Coping with living in that tiny space was the biggest single
influence on the boating family's taste in decorative art.
The basics of a bearable human existence are
simply some food, drink and warmth, but in a British winter that
means a fire and somewhere dry to sleep. Comfort in these basic
terms is a bed, a chair, a table, a stove to boil the kettle and
cook food on, and delight is space enough to share these things
with a lover. By ingenuity and evolution the narrow boat living
cabin came to satisfy all these demands and more, in a space
little bigger than a packing case, rarely more than ten foot
long and barely high enough to stand up in. |
Bunk seats are built in as storage boxes, the bed folds up into
a cupboard, another cupboard folds down to become a table and a
coal fired stove or cooking range in the corner keeps it as warm
as a bake oven. Every available bit of space is utilized, the
very complexity of it all tricking the mind into believing it
must be bigger than its measurements, just to get everything in.
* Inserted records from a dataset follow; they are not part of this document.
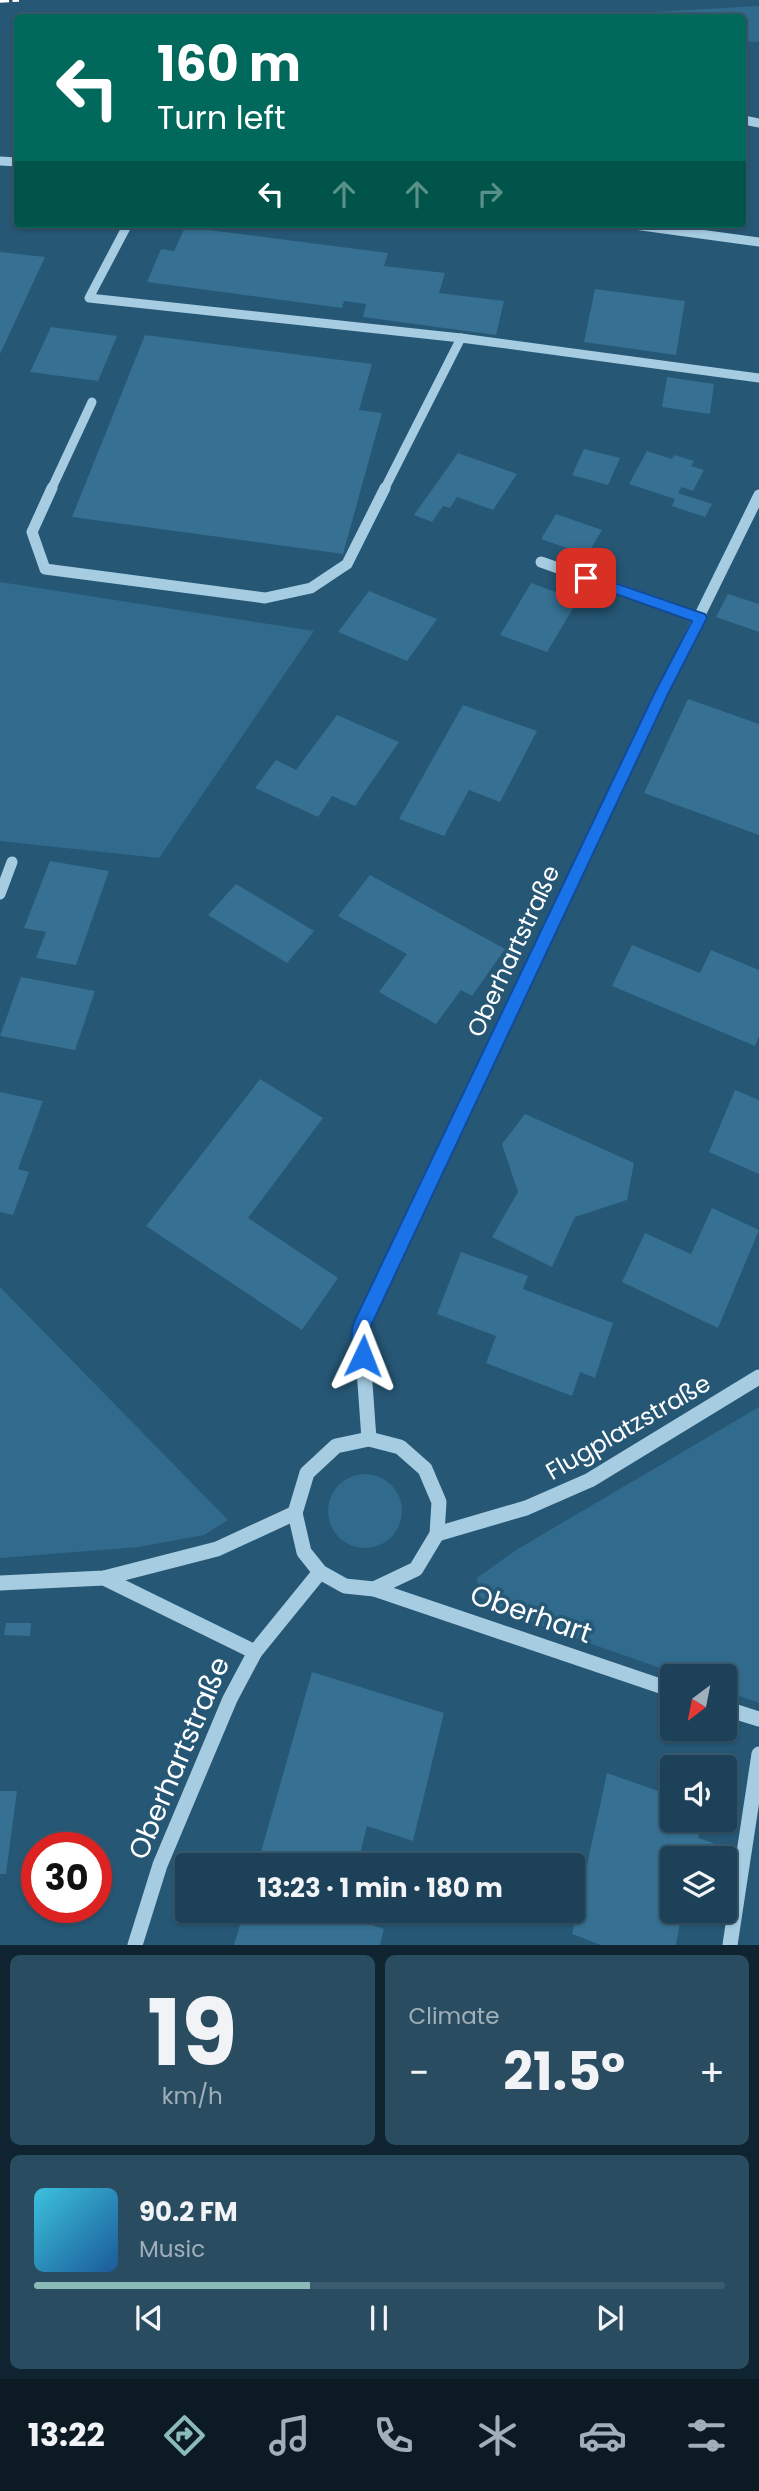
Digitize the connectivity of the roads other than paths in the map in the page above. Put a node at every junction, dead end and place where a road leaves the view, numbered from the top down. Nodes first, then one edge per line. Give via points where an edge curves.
1 (126, 228) edge
2 (656, 228) edge
3 (759, 242) edge
4 (461, 338) junction
5 (759, 378) edge
6 (92, 402) dead end
7 (759, 495) edge
8 (541, 562) dead end
9 (701, 618) junction
10 (12, 862) dead end
11 (0, 894) edge
12 (759, 1377) edge
13 (369, 1439) junction
14 (295, 1513) junction
15 (437, 1534) junction
16 (320, 1572) junction
17 (104, 1578) junction
18 (0, 1583) edge
19 (374, 1589) junction
20 (255, 1652) junction
21 (660, 1686) edge
22 (737, 1712) edge
23 (759, 1719) edge
24 (759, 1754) edge
25 (135, 1945) edge
26 (730, 1945) edge

1 - 4 street via 89,298
2 - 3 street
4 - 5 street
4 - 6 street via 346,564 311,589 265,598 46,569 32,532
7 - 9 street, Oberhartstraße
8 - 9 street
9 - 13 street, Oberhartstraße via 361,1328
10 - 11 street
12 - 15 street, Flugplatzstraße via 590,1480 526,1508
13 - 14 street via 336,1446 307,1473
13 - 15 street via 400,1447 425,1469 439,1502
14 - 16 street via 304,1552
14 - 17 street via 217,1549
15 - 19 street via 416,1569
16 - 19 street via 345,1586
16 - 20 street, Oberhartstraße
17 - 18 street
17 - 20 street
19 - 21 street, Oberhart
20 - 25 street, Oberhartstraße via 230,1699 160,1865
22 - 23 street
24 - 26 street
Add a family, and curtains, saucepans, clothes and ornaments and
the result is a truly extraordinary living space by any
criteria, a situation with the potential to be wonderfully rich
and complex or appallingly squalid. It was both of these things
at different times to different people. |
The
artistic taste of the boat people, as with so much else on the
canal, was largely formulated in Victorian England, a
land of frills and furbelows and the fashion for conspicuous
respectability expressed in decorative quantity rather than
quality - ornate profusion more than graceful simplicity. This
intricacy was the key to making life in a tiny box cabin
bearable, and possibly the secret of that life's survival into
the mid twentieth century. It started back in the boatyard,
because when the built-in cabin furniture was constructed each
cupboard door was made with recessed centre panels and every
area of wood work was framed with decorative wooden mouldings.
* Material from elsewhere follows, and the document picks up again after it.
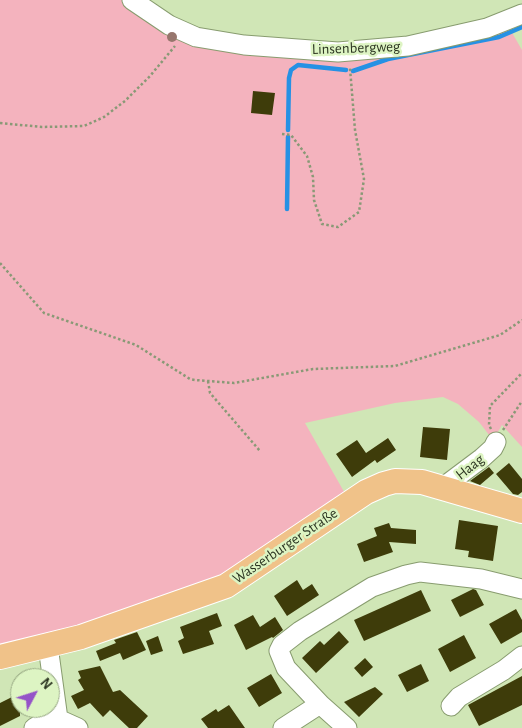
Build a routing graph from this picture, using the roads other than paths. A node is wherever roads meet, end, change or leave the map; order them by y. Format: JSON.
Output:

Then everything was painted and grained to look like figured oak
or feathered mahogany, and the mouldings picked out in colour
like bright picture frames. Painted roses and castles were added
to the walls and doors, and the floor and coal box were painted
with diamonds, hearts and circles. Already the new living space
had a dark, slightly mysterious richness even before the boatman
and his wife moved in. They brought flowered curtains with lace
edges, deep pelmets of white crocheted lace hanging from every
shelf, brass doorknobs, oil lamp, towel rails and ornaments
galore, all kept brightly polished, and a traditional rag rug
laid on the floor. The coal stove was cleaned and polished with
black lead, and the boat woman's pride and joy, her collection
of pierced edge china plates with their printed flowers and
'present from Blackpool' messages were hung all over the walls,
tied together for safety with coloured ribbons and neat bows.
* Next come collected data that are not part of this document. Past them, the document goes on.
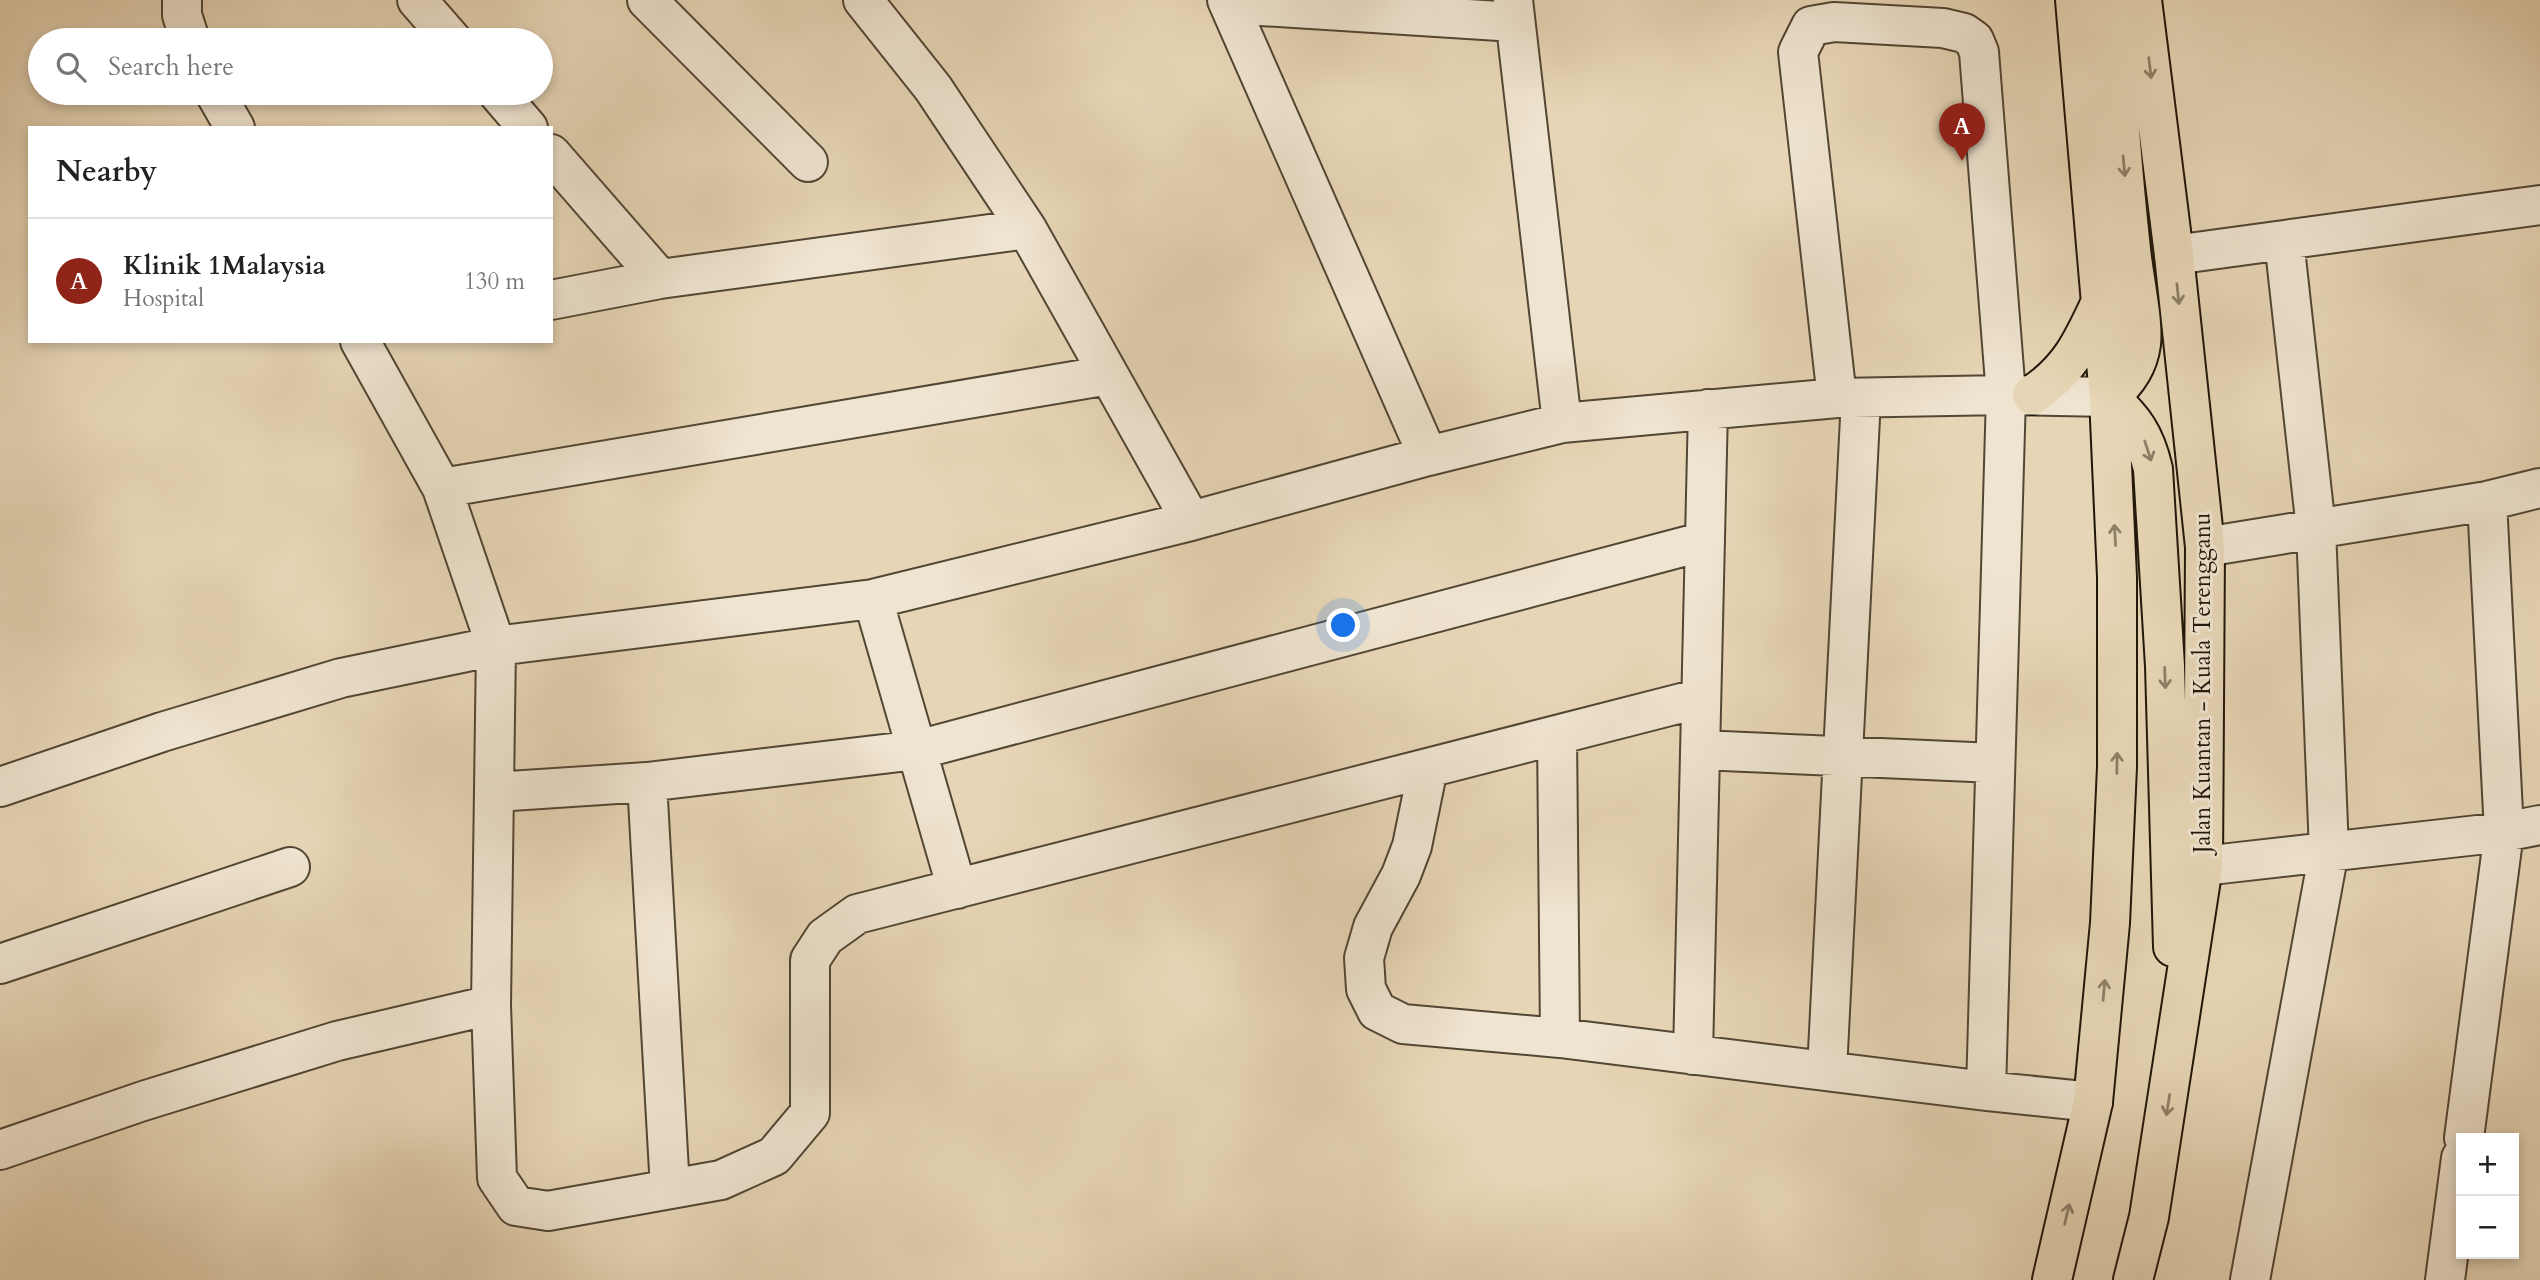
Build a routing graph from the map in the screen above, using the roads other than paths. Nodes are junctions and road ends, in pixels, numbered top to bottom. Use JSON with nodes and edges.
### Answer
{"nodes":[{"id":1,"x":182,"y":0,"type":"edge"},
{"id":2,"x":417,"y":0,"type":"edge"},
{"id":3,"x":647,"y":0,"type":"edge"},
{"id":4,"x":863,"y":0,"type":"edge"},
{"id":5,"x":2075,"y":0,"type":"edge"},
{"id":6,"x":2111,"y":0,"type":"edge"},
{"id":7,"x":2142,"y":0,"type":"edge"},
{"id":8,"x":1228,"y":2,"type":"edge"},
{"id":9,"x":1514,"y":11,"type":"edge"},
{"id":10,"x":186,"y":28,"type":"edge"},
{"id":11,"x":442,"y":28,"type":"edge"},
{"id":12,"x":222,"y":105,"type":"edge"},
{"id":13,"x":508,"y":105,"type":"edge"},
{"id":14,"x":234,"y":126,"type":"edge"},
{"id":15,"x":526,"y":126,"type":"edge"},
{"id":16,"x":553,"y":156,"type":"edge"},
{"id":17,"x":808,"y":162,"type":"dead end"},
{"id":18,"x":2540,"y":205,"type":"edge"},
{"id":19,"x":1027,"y":229,"type":"junction"},
{"id":20,"x":2284,"y":240,"type":"junction"},
{"id":21,"x":2174,"y":255,"type":"junction"},
{"id":22,"x":660,"y":279,"type":"junction"},
{"id":23,"x":553,"y":300,"type":"edge"},
{"id":24,"x":2101,"y":303,"type":"junction"},
{"id":25,"x":360,"y":343,"type":"edge"},
{"id":26,"x":1109,"y":375,"type":"junction"},
{"id":27,"x":2019,"y":395,"type":"junction"},
{"id":28,"x":2109,"y":397,"type":"junction"},
{"id":29,"x":1849,"y":398,"type":"junction"},
{"id":30,"x":1708,"y":409,"type":"junction"},
{"id":31,"x":1562,"y":423,"type":"junction"},
{"id":32,"x":1428,"y":456,"type":"junction"},
{"id":33,"x":442,"y":488,"type":"junction"},
{"id":34,"x":2540,"y":488,"type":"edge"},
{"id":35,"x":2487,"y":501,"type":"junction"},
{"id":36,"x":1191,"y":520,"type":"junction"},
{"id":37,"x":2316,"y":529,"type":"junction"},
{"id":38,"x":1705,"y":541,"type":"junction"},
{"id":39,"x":2205,"y":547,"type":"junction"},
{"id":40,"x":873,"y":599,"type":"junction"},
{"id":41,"x":496,"y":646,"type":"junction"},
{"id":42,"x":1701,"y":698,"type":"junction"},
{"id":43,"x":1557,"y":735,"type":"junction"},
{"id":44,"x":917,"y":750,"type":"junction"},
{"id":45,"x":1700,"y":750,"type":"junction"},
{"id":46,"x":1843,"y":756,"type":"junction"},
{"id":47,"x":1995,"y":763,"type":"junction"},
{"id":48,"x":1428,"y":768,"type":"junction"},
{"id":49,"x":647,"y":782,"type":"junction"},
{"id":50,"x":0,"y":787,"type":"edge"},
{"id":51,"x":494,"y":792,"type":"junction"},
{"id":52,"x":2522,"y":829,"type":"edge"},
{"id":53,"x":2329,"y":851,"type":"junction"},
{"id":54,"x":2203,"y":866,"type":"junction"},
{"id":55,"x":290,"y":867,"type":"dead end"},
{"id":56,"x":957,"y":889,"type":"junction"},
{"id":57,"x":0,"y":964,"type":"edge"},
{"id":58,"x":491,"y":1005,"type":"junction"},
{"id":59,"x":1560,"y":1038,"type":"junction"},
{"id":60,"x":1693,"y":1055,"type":"junction"},
{"id":61,"x":2175,"y":1058,"type":"junction"},
{"id":62,"x":1827,"y":1071,"type":"junction"},
{"id":63,"x":1986,"y":1091,"type":"junction"},
{"id":64,"x":2094,"y":1102,"type":"junction"},
{"id":65,"x":2465,"y":1133,"type":"edge"},
{"id":66,"x":0,"y":1150,"type":"edge"},
{"id":67,"x":670,"y":1189,"type":"junction"},
{"id":68,"x":2456,"y":1196,"type":"edge"},
{"id":69,"x":2052,"y":1280,"type":"edge"},
{"id":70,"x":2133,"y":1280,"type":"edge"},
{"id":71,"x":2250,"y":1280,"type":"edge"},
{"id":72,"x":2445,"y":1280,"type":"edge"}],
"edges":[{"from":1,"to":10,"type":"street"},
{"from":2,"to":11,"type":"street"},
{"from":3,"to":17,"type":"street"},
{"from":4,"to":19,"type":"street"},
{"from":5,"to":24,"type":"highway"},
{"from":6,"to":28,"type":"highway","one_way":true},
{"from":7,"to":21,"type":"highway","name":"Jalan Kuantan - Kuala Terengganu","one_way":true},
{"from":8,"to":9,"type":"street"},
{"from":8,"to":32,"type":"street"},
{"from":9,"to":31,"type":"street"},
{"from":12,"to":14,"type":"street"},
{"from":13,"to":15,"type":"street"},
{"from":16,"to":22,"type":"street"},
{"from":18,"to":20,"type":"street"},
{"from":19,"to":22,"type":"street"},
{"from":19,"to":26,"type":"street"},
{"from":20,"to":21,"type":"street"},
{"from":20,"to":37,"type":"street"},
{"from":21,"to":39,"type":"highway","name":"Jalan Kuantan - Kuala Terengganu","one_way":true},
{"from":22,"to":23,"type":"street"},
{"from":24,"to":27,"type":"highway"},
{"from":24,"to":28,"type":"highway"},
{"from":25,"to":33,"type":"street"},
{"from":26,"to":33,"type":"street"},
{"from":26,"to":36,"type":"street"},
{"from":27,"to":28,"type":"street"},
{"from":27,"to":29,"type":"street"},
{"from":27,"to":29,"type":"street"},
{"from":27,"to":47,"type":"street"},
{"from":28,"to":61,"type":"highway","one_way":true},
{"from":64,"to":28,"type":"highway","one_way":true},
{"from":29,"to":30,"type":"street"},
{"from":29,"to":46,"type":"street"},
{"from":30,"to":31,"type":"street"},
{"from":30,"to":38,"type":"street"},
{"from":31,"to":32,"type":"street"},
{"from":32,"to":36,"type":"street"},
{"from":33,"to":41,"type":"street"},
{"from":34,"to":35,"type":"street"},
{"from":35,"to":37,"type":"street"},
{"from":35,"to":52,"type":"street"},
{"from":36,"to":40,"type":"street"},
{"from":37,"to":39,"type":"street"},
{"from":37,"to":53,"type":"street"},
{"from":38,"to":42,"type":"street"},
{"from":38,"to":44,"type":"street"},
{"from":39,"to":54,"type":"highway","name":"Jalan Kuantan - Kuala Terengganu"},
{"from":40,"to":41,"type":"street"},
{"from":40,"to":44,"type":"street"},
{"from":41,"to":50,"type":"street"},
{"from":41,"to":51,"type":"street"},
{"from":42,"to":43,"type":"street"},
{"from":42,"to":45,"type":"street"},
{"from":43,"to":48,"type":"street"},
{"from":43,"to":59,"type":"street"},
{"from":44,"to":49,"type":"street"},
{"from":44,"to":56,"type":"street"},
{"from":45,"to":46,"type":"street"},
{"from":45,"to":60,"type":"street"},
{"from":46,"to":47,"type":"street"},
{"from":46,"to":62,"type":"street"},
{"from":47,"to":63,"type":"street"},
{"from":48,"to":56,"type":"street"},
{"from":48,"to":59,"type":"street"},
{"from":49,"to":51,"type":"street"},
{"from":49,"to":67,"type":"street"},
{"from":51,"to":58,"type":"street"},
{"from":52,"to":53,"type":"street"},
{"from":52,"to":65,"type":"street"},
{"from":53,"to":54,"type":"street"},
{"from":53,"to":71,"type":"street"},
{"from":54,"to":61,"type":"highway","name":"Jalan Kuantan - Kuala Terengganu"},
{"from":55,"to":57,"type":"street"},
{"from":56,"to":67,"type":"street"},
{"from":58,"to":66,"type":"street"},
{"from":58,"to":67,"type":"street"},
{"from":59,"to":60,"type":"street"},
{"from":60,"to":62,"type":"street"},
{"from":61,"to":70,"type":"highway","name":"Jalan Kuantan - Kuala Terengganu","one_way":true},
{"from":62,"to":63,"type":"street"},
{"from":63,"to":64,"type":"street"},
{"from":69,"to":64,"type":"highway","one_way":true},
{"from":68,"to":72,"type":"street"}]}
All is delicacy and fragility, a miniaturised stage set for a
domestic life that cannot occupy more space than the cabin
allows, a cabin that cannot be wider than the boat or take up
any space that will stop the boat earning its living carrying
cargo. It was an extraordinary display of determination
overcoming seemingly insurmountable odds. |
 The
creation and maintenance of that domestic beauty, despite
the pressures of unremitting boatwork, grubby children, dirty
cargoes and clumsy boatmen was the major art form of the women
of the narrow canals. An obvious, even ostentatious display of
cleanliness was a major part of their self expression,
statements made through scrubbed white woodwork and glittering
brasswork to be read and understood by her peers and partner, a
regimented collage of the domestic traditions of her trade.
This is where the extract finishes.